These all affect the results.

In addition to what others say:

You need to measure more closely and/or also be aware of transistor saturation.
Apparently small differences can matter greatly.

In circuit 1. the base will be at ABOUT 0.6V and Vce can be lower - typically 0.1 - 0.3V for a saturated transistor.

In circuit 2. the base is about at Vcc (less Ib x Rb drop, and V load is 0.6V or more below Vb.

The dissipation in the transistor may be 5+ times as high in 2.

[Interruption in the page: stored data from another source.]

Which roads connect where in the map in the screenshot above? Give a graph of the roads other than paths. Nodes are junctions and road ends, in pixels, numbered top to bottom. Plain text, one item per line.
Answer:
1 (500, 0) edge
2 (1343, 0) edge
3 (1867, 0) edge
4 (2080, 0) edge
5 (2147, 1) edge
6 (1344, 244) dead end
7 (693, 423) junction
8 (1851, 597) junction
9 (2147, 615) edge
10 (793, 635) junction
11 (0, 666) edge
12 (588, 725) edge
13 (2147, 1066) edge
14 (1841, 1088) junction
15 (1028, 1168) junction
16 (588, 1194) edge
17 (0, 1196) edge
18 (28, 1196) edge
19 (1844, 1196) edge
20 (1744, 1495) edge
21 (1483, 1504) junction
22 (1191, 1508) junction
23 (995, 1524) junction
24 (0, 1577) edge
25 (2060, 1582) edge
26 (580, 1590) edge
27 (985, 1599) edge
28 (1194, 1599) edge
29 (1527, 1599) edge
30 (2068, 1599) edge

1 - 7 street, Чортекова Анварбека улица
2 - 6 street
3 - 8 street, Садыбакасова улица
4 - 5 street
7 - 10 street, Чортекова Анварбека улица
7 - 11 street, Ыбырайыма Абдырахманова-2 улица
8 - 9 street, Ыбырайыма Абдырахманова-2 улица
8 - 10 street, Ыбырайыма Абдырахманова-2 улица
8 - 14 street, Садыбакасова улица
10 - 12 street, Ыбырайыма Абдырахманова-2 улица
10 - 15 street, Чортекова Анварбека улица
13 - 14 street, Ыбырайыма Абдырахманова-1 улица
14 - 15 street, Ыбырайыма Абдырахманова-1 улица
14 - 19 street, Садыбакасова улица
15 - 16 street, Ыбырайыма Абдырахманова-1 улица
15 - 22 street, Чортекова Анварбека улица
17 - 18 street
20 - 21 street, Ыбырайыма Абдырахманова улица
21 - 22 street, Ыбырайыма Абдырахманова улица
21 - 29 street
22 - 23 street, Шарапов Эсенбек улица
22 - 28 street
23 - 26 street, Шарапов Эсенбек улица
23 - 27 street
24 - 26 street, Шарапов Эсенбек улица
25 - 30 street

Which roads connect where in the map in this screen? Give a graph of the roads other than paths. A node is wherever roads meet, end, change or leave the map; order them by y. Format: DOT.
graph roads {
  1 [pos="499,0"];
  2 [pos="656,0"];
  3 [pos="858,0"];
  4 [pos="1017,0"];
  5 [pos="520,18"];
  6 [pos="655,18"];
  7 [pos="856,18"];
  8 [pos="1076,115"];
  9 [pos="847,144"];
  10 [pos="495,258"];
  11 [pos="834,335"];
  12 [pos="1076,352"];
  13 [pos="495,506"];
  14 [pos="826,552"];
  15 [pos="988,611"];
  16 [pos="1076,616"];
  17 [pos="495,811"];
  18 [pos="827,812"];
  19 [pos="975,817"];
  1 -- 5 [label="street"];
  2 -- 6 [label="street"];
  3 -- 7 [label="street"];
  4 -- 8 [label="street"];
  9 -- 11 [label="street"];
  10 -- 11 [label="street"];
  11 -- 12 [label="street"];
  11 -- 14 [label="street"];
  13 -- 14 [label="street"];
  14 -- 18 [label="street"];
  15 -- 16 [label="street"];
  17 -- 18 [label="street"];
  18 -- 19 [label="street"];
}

If you use FETs rather than bipolar transistors the differences become more pronounced.
For most FETS Vgs_on is in the order of 3 to 12 volts. (Some allow lower voltages and a few need higher).

Example:

With a low Rdson (on resistance FET) - say 10 milliOhms - and say 12V supply and 3A load and Vgson = 3V.

In cct 1:

Vds = Fet on voltage = I x R = 8A x 0.010 ohms = 0.08 V
FET dissipation = V x I = 0.08 x 8 = 0.64 watt.

In cct 2.

Vg = 12V
Vgs = 3V so Vs = 9V.
Vds = 3v
FEt dissipation = V x I = 24 watt

So, in fig 2 the FET has 24/0.64 ~= 37 x as much dissipation. Case 1 will need minimal heatsinking. Case 2 will need major heatsinking.

Case 1 will deliver a maximum of 12 - 0.08 = 11.92V to the load.
Case 2 will deliver a maximum of 12 - 3 = 9V to the load.
(For 8A load current the load resistor will need to be smaller in case 2.)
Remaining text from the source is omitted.